• _Assignment_
Reply with one number, the count of lines below that contain the string "Format".

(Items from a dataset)
↓↓↓

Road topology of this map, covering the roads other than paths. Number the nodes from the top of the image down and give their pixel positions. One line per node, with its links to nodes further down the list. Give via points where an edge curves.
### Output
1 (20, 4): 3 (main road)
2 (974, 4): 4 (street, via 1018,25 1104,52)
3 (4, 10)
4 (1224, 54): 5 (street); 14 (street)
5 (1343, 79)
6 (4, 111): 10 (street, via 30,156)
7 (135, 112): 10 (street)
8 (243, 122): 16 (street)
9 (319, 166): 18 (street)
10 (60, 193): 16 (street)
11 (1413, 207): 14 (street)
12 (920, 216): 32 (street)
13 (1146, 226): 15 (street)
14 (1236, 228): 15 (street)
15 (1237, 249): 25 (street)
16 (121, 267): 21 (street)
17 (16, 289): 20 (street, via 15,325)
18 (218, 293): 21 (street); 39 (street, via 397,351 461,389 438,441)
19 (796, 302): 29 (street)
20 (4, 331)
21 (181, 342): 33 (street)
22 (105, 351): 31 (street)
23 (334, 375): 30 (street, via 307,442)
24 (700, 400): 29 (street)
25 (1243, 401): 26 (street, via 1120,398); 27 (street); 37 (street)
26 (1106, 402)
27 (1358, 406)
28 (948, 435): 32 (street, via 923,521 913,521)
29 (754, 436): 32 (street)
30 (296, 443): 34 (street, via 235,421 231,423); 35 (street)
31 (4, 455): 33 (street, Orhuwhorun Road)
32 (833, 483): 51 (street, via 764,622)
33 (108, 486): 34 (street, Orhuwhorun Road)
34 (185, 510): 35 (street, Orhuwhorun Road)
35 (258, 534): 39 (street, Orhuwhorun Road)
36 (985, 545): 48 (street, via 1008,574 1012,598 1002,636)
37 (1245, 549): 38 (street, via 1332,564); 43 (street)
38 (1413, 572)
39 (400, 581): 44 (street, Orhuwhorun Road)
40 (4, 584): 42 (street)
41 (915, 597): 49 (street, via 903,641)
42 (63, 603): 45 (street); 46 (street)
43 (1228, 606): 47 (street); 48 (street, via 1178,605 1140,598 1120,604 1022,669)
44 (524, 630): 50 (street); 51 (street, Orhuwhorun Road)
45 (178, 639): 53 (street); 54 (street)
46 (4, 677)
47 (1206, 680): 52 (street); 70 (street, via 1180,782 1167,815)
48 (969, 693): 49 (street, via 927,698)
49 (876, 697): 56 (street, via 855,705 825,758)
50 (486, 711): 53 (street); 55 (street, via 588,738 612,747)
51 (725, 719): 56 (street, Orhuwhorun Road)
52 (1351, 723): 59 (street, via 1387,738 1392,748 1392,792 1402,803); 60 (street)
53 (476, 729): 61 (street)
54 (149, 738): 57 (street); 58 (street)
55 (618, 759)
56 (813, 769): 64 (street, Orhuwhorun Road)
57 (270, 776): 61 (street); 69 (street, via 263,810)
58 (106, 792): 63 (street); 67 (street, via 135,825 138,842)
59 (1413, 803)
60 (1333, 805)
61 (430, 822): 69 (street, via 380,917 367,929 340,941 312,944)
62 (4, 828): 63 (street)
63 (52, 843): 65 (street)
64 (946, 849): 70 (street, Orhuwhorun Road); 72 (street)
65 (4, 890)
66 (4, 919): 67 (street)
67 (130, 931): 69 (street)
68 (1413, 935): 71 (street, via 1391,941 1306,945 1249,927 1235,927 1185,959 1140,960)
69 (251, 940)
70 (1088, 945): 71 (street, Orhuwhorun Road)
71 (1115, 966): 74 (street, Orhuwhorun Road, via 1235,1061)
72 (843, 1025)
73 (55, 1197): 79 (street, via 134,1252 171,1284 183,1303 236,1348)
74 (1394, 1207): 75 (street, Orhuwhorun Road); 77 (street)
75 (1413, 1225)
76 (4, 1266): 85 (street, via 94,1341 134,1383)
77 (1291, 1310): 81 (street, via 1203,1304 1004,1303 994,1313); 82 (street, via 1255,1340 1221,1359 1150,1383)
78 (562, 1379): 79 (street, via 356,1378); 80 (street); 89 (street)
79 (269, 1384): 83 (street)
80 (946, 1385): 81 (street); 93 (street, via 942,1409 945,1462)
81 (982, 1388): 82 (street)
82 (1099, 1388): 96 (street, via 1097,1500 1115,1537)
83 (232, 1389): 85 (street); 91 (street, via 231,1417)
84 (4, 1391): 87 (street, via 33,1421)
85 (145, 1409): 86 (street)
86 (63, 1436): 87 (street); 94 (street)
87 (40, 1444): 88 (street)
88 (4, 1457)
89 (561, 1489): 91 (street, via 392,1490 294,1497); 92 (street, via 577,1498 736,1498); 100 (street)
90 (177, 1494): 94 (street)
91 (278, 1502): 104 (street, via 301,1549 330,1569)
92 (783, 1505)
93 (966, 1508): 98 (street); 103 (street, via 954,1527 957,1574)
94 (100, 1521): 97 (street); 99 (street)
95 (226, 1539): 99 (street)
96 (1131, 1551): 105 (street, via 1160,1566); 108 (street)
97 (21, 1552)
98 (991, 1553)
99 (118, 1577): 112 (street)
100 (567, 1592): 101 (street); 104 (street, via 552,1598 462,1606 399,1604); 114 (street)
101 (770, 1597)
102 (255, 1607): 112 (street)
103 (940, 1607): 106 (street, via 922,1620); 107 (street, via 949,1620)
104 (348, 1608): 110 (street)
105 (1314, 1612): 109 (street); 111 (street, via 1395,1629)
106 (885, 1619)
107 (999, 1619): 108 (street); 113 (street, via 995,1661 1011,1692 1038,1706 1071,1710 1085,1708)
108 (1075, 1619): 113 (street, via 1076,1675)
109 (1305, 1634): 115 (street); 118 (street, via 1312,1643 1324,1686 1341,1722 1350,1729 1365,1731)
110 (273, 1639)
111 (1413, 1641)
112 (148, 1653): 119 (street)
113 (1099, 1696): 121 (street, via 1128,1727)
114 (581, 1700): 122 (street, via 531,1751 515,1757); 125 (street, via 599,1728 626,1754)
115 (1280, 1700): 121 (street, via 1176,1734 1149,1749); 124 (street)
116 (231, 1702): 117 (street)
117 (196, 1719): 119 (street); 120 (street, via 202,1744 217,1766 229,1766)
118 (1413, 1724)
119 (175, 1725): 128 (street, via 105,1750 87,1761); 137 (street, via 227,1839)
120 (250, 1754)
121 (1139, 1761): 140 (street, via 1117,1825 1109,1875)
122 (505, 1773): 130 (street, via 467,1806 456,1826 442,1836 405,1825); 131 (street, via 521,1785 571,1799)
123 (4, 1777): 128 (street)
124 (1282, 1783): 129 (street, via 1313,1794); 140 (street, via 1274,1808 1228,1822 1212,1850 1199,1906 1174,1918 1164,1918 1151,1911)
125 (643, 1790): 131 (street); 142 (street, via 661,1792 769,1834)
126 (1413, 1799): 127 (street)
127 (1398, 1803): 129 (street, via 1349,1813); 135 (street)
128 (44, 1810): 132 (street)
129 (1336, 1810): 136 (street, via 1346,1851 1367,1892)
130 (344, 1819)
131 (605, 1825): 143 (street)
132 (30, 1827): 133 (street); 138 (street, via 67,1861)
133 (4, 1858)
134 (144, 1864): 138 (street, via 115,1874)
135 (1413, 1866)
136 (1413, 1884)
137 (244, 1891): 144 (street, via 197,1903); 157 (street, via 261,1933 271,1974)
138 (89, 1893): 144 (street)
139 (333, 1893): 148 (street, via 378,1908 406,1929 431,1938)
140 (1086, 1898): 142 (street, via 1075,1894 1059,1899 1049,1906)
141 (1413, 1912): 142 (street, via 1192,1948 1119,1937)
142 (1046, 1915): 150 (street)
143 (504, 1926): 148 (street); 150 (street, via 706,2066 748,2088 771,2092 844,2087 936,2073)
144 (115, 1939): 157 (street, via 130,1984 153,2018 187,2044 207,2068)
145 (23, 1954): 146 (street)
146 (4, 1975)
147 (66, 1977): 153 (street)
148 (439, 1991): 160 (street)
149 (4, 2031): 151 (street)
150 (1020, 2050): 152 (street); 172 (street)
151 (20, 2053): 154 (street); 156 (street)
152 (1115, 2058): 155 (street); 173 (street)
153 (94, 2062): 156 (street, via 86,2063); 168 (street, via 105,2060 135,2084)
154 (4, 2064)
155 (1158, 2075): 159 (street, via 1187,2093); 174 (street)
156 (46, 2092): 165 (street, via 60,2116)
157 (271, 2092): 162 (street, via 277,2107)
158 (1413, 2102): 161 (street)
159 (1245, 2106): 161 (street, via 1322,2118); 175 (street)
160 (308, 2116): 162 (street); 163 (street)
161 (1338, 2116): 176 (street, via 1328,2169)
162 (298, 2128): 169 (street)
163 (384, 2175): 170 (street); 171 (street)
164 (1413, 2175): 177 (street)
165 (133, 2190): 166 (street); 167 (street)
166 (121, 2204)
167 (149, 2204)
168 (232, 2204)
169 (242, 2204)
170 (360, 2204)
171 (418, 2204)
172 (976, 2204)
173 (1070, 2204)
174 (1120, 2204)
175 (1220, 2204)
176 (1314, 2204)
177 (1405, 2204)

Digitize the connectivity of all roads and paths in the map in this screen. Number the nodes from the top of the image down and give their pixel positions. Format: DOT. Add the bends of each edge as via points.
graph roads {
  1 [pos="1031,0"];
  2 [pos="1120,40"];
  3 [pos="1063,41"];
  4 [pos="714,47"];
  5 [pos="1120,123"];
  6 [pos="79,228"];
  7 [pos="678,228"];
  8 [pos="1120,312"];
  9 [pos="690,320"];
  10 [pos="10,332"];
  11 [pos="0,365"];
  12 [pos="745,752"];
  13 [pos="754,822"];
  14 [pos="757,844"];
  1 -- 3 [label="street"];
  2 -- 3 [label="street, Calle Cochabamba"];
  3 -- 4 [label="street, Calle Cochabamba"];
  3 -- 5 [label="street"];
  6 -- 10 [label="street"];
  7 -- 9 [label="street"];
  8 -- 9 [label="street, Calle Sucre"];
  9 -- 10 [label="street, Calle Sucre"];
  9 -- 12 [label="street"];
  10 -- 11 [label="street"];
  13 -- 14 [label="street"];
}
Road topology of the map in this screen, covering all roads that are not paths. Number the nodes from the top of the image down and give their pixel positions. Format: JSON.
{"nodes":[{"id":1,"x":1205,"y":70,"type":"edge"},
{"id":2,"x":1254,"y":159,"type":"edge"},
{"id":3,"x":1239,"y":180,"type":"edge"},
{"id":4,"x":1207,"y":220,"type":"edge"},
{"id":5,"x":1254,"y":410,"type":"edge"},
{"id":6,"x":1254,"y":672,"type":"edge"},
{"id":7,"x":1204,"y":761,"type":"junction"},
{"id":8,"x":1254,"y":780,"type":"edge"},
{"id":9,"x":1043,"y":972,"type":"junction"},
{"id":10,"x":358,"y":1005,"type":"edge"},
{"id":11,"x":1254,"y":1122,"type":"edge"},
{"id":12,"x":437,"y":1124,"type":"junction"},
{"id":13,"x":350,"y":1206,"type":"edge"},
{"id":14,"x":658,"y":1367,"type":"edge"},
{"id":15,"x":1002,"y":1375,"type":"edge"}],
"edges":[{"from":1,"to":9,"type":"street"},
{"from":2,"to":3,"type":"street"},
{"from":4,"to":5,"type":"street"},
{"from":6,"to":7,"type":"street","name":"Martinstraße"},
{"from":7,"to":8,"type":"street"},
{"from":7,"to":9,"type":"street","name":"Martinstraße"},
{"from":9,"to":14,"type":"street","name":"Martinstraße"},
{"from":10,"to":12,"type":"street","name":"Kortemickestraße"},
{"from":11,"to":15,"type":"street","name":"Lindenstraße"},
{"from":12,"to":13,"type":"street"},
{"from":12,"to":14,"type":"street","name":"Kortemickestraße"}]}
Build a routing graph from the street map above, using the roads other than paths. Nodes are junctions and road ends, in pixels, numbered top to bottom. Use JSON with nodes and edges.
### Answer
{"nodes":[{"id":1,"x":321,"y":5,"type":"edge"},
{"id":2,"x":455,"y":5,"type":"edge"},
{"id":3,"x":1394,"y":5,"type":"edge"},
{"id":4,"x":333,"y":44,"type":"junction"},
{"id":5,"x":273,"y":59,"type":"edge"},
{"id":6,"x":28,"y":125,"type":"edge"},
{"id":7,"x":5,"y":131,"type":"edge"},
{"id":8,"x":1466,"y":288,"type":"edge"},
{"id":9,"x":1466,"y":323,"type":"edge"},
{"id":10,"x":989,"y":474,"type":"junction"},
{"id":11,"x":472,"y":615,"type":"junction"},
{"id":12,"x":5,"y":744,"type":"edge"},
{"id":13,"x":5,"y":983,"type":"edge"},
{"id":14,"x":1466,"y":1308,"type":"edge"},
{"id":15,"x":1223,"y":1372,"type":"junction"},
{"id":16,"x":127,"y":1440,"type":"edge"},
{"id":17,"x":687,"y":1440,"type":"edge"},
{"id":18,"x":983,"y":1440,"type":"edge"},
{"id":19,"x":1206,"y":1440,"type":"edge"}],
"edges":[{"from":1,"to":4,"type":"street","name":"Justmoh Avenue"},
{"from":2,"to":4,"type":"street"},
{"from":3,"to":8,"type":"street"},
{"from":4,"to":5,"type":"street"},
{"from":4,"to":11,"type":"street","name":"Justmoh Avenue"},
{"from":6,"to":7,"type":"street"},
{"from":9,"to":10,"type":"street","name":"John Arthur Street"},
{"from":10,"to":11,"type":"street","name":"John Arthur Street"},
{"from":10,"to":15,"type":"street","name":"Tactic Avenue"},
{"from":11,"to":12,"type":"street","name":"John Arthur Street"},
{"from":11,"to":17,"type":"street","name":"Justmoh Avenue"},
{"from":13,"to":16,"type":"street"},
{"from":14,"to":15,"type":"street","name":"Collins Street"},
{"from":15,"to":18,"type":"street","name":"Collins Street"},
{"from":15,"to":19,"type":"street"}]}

↑↑↑

• _Task answer_
2